As for political change, as large numbers of the public sense that their current political processes do not support an improving quality of life for them, and do not promote the individual to grow into their potential, or support them to do both, those large numbers of people become less and less satisfied with the status quo. In a democracy, citizens are used to exercising their right of self-determination in all things that affect them, including their government.

Assumptions of Social, Political, and Economic Stability

The phrase from above, “…vast numbers of people provide slow-moving, ongoing trends that stabilize the movement of a society over time.” has a Catch-22 involved in it. 4 The catch is that large numbers of people who hold similar beliefs about a given situation tend to be self-reinforcing even when circumstances indicate otherwise. Then when a crucial situation develops that upends those beliefs the result is usually followed by great social, political, and economic turmoil. The cause of that turmoil is from the assumption by those large numbers of people that the safe and stable situation they have enjoyed will continue the same course into the future.

“Everything is fine.” 5 It is not surprising that most people in mature democracies assume that “everything is fine.” “Everything is fine” is assumed in the almost invisible slow creep of social change by most people who are easily distracted by the immediate events in their personal lives. Yet in only five decades, the macro-scale of social change in the United States has been immense. Its only evidence is how uncomfortable citizens feel with “the way things are” in Washington, D.C. and in other nations, and in their state and provincial capitals. When large numbers of the public wake up to see that everything is NOT FINE, then social, political, and economic panic can cause rapid, large scale disruptions.

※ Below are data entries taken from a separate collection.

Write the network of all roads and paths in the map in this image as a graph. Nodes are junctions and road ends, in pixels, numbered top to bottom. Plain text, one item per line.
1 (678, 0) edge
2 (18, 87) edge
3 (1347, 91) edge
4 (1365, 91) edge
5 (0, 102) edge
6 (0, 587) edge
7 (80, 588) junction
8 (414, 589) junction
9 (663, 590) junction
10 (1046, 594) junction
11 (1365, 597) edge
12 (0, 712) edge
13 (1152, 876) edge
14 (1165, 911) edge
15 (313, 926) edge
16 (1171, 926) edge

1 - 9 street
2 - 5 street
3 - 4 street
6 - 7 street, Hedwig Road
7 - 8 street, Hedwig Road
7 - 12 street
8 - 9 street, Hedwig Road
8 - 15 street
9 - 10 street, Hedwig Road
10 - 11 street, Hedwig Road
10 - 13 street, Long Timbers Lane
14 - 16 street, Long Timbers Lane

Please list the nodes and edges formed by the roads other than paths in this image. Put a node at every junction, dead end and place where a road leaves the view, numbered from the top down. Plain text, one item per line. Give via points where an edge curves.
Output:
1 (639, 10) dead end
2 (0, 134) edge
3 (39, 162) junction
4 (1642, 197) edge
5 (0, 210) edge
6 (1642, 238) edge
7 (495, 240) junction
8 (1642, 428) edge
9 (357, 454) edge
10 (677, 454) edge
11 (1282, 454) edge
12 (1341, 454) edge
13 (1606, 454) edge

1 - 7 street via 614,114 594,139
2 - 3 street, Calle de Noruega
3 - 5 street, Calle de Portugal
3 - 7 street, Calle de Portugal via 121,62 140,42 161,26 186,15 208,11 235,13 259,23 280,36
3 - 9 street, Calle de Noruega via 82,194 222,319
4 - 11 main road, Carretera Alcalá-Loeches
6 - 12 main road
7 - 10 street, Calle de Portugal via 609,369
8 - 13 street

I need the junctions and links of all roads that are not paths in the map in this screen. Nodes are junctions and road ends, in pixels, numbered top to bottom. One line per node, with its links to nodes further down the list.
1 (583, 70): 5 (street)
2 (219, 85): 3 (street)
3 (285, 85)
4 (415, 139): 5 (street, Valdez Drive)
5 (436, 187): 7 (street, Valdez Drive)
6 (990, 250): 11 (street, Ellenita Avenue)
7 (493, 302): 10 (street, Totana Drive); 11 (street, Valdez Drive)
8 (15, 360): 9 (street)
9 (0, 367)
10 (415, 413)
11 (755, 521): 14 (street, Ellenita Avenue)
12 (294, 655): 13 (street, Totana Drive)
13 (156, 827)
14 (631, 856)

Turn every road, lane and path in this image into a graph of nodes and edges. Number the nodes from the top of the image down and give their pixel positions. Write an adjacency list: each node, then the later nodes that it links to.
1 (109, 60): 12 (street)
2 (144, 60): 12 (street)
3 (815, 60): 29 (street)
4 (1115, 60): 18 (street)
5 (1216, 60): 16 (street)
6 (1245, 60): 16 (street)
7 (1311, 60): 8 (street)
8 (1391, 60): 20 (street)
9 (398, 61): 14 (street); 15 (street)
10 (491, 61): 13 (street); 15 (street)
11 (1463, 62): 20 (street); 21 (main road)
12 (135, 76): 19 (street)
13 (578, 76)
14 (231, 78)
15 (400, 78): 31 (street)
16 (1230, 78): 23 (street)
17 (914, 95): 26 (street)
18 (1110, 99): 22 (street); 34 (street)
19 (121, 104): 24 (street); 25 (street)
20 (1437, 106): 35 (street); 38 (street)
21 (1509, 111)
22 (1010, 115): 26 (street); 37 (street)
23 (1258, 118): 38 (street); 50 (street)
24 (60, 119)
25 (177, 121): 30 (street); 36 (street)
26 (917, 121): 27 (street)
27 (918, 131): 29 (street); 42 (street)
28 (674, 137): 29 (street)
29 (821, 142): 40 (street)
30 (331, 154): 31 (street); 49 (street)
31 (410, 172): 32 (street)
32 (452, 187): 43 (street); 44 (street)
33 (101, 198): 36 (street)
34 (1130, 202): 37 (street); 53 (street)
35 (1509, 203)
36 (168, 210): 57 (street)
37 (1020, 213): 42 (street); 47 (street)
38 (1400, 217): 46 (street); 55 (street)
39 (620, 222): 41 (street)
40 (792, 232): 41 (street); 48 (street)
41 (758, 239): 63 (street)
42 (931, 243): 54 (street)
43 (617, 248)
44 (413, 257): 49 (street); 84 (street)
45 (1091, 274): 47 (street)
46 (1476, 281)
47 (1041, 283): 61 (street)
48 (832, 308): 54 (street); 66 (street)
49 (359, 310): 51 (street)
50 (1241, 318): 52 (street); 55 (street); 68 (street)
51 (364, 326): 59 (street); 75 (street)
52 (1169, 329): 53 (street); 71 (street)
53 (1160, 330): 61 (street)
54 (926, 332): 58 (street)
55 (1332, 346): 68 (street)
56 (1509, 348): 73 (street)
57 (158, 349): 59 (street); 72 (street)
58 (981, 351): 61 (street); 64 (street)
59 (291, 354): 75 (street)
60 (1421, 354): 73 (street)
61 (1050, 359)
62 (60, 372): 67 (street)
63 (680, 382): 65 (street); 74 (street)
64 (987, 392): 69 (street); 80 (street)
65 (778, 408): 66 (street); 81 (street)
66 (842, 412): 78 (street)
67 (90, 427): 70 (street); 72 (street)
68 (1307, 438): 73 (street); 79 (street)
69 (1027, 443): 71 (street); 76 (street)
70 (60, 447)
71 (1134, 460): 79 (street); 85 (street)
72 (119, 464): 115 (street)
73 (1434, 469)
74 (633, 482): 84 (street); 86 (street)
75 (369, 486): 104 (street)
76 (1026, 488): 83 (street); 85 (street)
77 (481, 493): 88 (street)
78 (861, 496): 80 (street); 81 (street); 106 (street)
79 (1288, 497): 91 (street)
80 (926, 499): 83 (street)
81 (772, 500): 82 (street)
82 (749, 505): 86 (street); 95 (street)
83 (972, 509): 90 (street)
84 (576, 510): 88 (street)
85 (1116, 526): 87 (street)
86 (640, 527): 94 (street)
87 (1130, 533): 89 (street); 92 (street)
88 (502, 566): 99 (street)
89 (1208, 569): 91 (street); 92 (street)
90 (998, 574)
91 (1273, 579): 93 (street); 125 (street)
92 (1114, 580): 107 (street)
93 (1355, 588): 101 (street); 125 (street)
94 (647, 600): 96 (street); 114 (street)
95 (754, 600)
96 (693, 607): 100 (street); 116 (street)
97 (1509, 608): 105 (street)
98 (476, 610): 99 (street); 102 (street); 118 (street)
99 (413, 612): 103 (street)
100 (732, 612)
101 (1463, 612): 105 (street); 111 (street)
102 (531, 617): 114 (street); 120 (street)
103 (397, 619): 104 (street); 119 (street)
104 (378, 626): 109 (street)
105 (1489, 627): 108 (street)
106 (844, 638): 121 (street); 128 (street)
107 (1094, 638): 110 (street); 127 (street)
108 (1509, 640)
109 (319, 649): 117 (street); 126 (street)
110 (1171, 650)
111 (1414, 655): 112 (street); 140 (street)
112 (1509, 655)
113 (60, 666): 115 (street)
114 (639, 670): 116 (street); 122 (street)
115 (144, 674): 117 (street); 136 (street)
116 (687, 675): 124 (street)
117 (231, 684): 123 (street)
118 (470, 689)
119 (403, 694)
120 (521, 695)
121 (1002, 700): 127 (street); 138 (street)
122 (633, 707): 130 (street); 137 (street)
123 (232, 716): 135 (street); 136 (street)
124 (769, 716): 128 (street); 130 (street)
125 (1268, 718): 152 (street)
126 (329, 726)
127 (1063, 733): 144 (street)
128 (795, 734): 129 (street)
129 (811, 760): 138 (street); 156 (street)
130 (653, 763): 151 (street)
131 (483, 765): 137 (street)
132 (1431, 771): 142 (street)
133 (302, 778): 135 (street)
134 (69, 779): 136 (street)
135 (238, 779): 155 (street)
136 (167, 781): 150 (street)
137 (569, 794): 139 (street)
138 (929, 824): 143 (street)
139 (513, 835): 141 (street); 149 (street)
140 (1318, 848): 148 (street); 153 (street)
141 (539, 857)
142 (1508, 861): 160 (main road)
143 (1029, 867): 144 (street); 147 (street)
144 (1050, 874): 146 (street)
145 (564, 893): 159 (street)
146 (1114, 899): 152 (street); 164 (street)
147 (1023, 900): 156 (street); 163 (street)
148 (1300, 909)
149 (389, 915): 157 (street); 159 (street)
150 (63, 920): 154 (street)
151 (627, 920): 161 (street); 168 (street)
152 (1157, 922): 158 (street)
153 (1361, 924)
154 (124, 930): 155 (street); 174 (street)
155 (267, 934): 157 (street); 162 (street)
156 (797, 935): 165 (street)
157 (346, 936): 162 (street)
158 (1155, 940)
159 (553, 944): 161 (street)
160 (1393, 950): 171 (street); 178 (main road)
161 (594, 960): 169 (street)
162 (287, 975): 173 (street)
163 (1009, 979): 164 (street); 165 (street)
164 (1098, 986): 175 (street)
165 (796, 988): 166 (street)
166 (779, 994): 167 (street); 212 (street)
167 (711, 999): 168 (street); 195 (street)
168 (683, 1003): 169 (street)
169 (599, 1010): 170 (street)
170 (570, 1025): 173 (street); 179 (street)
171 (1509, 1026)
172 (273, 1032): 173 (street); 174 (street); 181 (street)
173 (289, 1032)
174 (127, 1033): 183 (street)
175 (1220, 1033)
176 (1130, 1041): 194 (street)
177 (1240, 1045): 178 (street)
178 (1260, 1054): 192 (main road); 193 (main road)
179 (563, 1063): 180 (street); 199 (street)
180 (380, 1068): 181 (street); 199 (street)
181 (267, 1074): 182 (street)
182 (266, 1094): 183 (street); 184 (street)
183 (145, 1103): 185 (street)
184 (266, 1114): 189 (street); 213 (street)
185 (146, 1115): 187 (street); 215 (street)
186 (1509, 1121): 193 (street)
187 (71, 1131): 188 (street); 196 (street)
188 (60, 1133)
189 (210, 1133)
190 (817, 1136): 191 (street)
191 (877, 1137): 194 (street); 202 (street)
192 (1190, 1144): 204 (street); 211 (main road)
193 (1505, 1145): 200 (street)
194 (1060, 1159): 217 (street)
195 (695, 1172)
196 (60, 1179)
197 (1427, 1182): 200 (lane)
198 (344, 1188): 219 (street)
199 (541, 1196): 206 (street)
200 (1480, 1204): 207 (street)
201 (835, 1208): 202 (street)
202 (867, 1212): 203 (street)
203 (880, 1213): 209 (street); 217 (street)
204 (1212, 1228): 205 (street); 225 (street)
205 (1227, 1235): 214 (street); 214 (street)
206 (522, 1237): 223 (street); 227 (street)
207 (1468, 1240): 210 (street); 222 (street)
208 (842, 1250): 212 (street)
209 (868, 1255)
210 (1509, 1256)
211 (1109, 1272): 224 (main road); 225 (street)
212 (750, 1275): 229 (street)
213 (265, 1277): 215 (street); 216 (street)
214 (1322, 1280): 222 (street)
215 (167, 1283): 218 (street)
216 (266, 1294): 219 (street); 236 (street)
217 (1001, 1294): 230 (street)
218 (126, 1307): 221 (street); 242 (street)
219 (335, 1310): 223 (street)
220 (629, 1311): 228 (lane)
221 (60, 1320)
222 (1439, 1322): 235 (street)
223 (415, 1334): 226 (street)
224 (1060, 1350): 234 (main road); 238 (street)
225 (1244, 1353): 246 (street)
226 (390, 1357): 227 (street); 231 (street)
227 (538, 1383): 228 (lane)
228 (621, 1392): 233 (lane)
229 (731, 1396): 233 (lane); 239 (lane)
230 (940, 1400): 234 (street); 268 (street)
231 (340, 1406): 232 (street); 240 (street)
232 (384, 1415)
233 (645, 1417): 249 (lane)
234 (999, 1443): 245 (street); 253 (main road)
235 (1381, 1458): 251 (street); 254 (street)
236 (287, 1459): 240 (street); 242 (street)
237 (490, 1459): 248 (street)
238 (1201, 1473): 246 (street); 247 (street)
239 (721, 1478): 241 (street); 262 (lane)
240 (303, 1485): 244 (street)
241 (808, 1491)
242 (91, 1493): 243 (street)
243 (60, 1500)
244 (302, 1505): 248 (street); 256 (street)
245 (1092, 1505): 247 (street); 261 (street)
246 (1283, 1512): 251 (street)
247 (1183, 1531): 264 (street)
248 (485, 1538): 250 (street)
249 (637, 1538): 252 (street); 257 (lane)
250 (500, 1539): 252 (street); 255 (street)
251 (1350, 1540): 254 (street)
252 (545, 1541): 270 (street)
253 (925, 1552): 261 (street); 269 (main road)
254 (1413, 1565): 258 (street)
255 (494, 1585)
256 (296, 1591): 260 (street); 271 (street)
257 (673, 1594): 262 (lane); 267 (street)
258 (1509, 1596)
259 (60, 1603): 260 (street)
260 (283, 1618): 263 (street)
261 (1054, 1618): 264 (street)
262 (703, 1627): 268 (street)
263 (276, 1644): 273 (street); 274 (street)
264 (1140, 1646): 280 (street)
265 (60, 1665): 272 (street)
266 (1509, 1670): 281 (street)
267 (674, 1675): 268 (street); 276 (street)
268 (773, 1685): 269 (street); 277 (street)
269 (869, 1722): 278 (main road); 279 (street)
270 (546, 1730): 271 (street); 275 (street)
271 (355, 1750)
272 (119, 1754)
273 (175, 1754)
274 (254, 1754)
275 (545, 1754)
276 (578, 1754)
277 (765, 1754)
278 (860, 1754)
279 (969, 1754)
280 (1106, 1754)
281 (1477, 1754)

Validating assumptions is not impossible to do, but it takes personal courage to do so because of what the process will reveal. The process involves the examining the results that could exist IF the assumptions are wrong. In a situation as in 1929 before the crash of the stock market and the beginning of the Great Depression, it was assumed by millions of investors that the rise of the stock market would continue. The awakening of that assumption after October 29, 1929 raised many questions as, “What caused the crash of the stock market?”

It is particularly instructive to then examine the RESULTS of the immense trauma caused by the crash, both to individual lives, families, communities, the larger society, and to all nations around the world.

Working backwards from results follows this path:

RESULTS    ➔ EXPECTATIONS    ➔ BELIEFS &  ASSUMPTIONS   ➔ INTERPRETED  VALUES   ➔ SEVEN INNATE VALUES

Using the logic-sequence above, disappointing results tell us that our expectations were not accurate, and the same could be said of our beliefs and assumptions, and interpreted values. To discover the cause that resulted in disappointing results, we would need to work through this sequence to discover the problem. Most people are easily capable of working the sequence until they get to “interpreted values.” There, we will need to list all of the values we can identify that supported our beliefs and expectations. Once we have that list, we would then compare those interpreted values against the seven innate values. 6


4  catch-22 noun 1. a dilemma or difficult circumstance from which there is no escape because of mutually conflicting or dependent conditions. [Wikipedia]
5  Bohm, David 2004 On Dialogue: 68.
This process of validation is covered far more thoroughly in the author’s paper, The Design Team Process.